> [Records to process]:
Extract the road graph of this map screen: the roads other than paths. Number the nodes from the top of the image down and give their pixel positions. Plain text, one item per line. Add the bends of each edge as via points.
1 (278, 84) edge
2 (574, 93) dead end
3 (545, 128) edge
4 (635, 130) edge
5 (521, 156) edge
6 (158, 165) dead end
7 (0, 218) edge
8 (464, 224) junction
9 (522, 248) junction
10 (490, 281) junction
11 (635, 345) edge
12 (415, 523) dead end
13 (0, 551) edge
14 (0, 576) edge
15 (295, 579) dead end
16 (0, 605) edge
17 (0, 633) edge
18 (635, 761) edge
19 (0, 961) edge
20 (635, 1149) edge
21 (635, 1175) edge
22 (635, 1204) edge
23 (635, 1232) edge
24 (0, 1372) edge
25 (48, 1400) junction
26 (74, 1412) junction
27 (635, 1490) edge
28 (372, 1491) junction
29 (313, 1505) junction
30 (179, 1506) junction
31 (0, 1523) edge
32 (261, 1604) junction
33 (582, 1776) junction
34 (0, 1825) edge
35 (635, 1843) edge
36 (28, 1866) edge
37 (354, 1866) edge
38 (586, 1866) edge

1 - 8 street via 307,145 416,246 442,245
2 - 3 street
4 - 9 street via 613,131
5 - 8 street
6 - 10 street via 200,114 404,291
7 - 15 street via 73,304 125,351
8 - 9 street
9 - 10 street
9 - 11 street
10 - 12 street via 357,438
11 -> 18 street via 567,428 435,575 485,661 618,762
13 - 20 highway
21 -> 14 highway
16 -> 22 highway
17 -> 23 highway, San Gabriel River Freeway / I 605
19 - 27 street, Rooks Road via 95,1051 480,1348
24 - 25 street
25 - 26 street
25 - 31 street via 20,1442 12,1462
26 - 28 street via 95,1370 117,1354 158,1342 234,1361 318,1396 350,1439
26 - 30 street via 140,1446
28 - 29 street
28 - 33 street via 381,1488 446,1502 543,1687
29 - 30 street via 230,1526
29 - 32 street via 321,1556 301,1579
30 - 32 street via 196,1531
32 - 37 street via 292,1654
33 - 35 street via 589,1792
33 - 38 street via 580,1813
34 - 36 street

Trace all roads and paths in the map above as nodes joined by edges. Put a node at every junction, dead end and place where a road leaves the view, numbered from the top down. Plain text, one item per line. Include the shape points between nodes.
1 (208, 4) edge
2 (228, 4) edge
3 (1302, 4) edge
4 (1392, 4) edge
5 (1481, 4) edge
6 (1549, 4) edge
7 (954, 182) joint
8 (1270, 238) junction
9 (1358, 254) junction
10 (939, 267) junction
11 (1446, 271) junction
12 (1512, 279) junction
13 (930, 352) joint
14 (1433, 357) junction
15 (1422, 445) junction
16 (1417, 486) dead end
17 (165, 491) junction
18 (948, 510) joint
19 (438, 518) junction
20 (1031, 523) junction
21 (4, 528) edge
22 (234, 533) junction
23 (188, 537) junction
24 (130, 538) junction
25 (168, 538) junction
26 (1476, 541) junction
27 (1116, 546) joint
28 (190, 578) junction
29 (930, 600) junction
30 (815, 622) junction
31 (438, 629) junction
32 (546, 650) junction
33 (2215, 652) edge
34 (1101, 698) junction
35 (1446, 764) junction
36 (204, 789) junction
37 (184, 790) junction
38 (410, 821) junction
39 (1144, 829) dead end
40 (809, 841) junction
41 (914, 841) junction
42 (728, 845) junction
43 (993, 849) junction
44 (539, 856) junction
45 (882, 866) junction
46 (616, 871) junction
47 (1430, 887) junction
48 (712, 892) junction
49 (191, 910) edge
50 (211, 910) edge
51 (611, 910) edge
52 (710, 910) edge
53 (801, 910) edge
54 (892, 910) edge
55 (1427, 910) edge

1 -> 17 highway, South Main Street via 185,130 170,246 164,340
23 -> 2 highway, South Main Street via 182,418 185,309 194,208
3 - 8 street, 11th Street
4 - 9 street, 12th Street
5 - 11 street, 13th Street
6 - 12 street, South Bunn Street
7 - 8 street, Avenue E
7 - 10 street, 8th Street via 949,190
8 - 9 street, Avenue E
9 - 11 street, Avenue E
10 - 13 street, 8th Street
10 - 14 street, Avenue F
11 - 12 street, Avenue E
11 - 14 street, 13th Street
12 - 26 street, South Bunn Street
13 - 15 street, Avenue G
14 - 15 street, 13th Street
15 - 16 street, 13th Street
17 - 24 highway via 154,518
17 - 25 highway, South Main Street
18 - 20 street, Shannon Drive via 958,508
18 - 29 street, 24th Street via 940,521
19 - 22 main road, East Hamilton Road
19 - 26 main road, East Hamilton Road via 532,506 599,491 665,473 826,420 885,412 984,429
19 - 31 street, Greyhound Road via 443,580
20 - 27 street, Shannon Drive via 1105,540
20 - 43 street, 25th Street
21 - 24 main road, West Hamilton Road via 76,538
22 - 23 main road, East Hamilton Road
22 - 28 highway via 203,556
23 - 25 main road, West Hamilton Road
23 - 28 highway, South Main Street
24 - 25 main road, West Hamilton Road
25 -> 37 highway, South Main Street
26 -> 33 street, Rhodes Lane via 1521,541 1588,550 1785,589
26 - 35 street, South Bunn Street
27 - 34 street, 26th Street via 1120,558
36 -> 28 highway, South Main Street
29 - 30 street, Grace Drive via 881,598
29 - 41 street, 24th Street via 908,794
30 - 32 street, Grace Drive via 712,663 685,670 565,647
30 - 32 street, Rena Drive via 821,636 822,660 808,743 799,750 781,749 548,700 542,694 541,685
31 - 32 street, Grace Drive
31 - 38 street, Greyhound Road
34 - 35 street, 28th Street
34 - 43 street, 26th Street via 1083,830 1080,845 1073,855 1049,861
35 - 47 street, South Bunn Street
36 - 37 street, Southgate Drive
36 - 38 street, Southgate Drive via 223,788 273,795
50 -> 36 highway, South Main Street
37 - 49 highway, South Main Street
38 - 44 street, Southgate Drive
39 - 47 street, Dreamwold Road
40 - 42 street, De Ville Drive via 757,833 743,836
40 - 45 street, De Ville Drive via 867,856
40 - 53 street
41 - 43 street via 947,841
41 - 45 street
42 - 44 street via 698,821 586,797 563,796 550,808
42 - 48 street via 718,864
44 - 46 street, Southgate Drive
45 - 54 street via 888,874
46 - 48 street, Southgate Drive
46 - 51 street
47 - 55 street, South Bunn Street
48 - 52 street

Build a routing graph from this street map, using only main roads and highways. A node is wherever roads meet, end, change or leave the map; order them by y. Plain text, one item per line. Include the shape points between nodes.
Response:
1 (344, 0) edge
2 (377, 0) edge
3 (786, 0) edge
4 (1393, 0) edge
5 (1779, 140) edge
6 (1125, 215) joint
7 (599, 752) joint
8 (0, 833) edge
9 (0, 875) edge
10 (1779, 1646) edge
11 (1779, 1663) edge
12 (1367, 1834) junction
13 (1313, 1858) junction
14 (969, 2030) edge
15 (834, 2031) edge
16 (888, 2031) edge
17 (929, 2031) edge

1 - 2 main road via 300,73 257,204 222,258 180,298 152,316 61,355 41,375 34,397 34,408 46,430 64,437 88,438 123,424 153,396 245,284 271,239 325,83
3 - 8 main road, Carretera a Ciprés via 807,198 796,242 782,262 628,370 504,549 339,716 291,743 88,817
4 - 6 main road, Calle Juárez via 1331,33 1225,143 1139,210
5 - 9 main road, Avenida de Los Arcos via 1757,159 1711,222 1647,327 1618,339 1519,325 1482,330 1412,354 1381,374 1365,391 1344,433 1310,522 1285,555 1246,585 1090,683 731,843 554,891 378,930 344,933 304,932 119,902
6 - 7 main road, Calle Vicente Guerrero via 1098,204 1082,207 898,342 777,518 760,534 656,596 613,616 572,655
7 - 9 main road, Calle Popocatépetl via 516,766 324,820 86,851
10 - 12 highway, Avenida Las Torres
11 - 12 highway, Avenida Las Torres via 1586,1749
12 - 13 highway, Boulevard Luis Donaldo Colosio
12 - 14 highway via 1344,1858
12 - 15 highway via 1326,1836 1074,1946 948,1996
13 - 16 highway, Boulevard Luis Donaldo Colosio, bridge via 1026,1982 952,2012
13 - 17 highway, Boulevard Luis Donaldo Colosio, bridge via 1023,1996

> [What the exercise asks]: Out of the records above, pull the lines that include the word "Colosio".

> [Your solution]:
12 - 13 highway, Boulevard Luis Donaldo Colosio
13 - 16 highway, Boulevard Luis Donaldo Colosio, bridge via 1026,1982 952,2012
13 - 17 highway, Boulevard Luis Donaldo Colosio, bridge via 1023,1996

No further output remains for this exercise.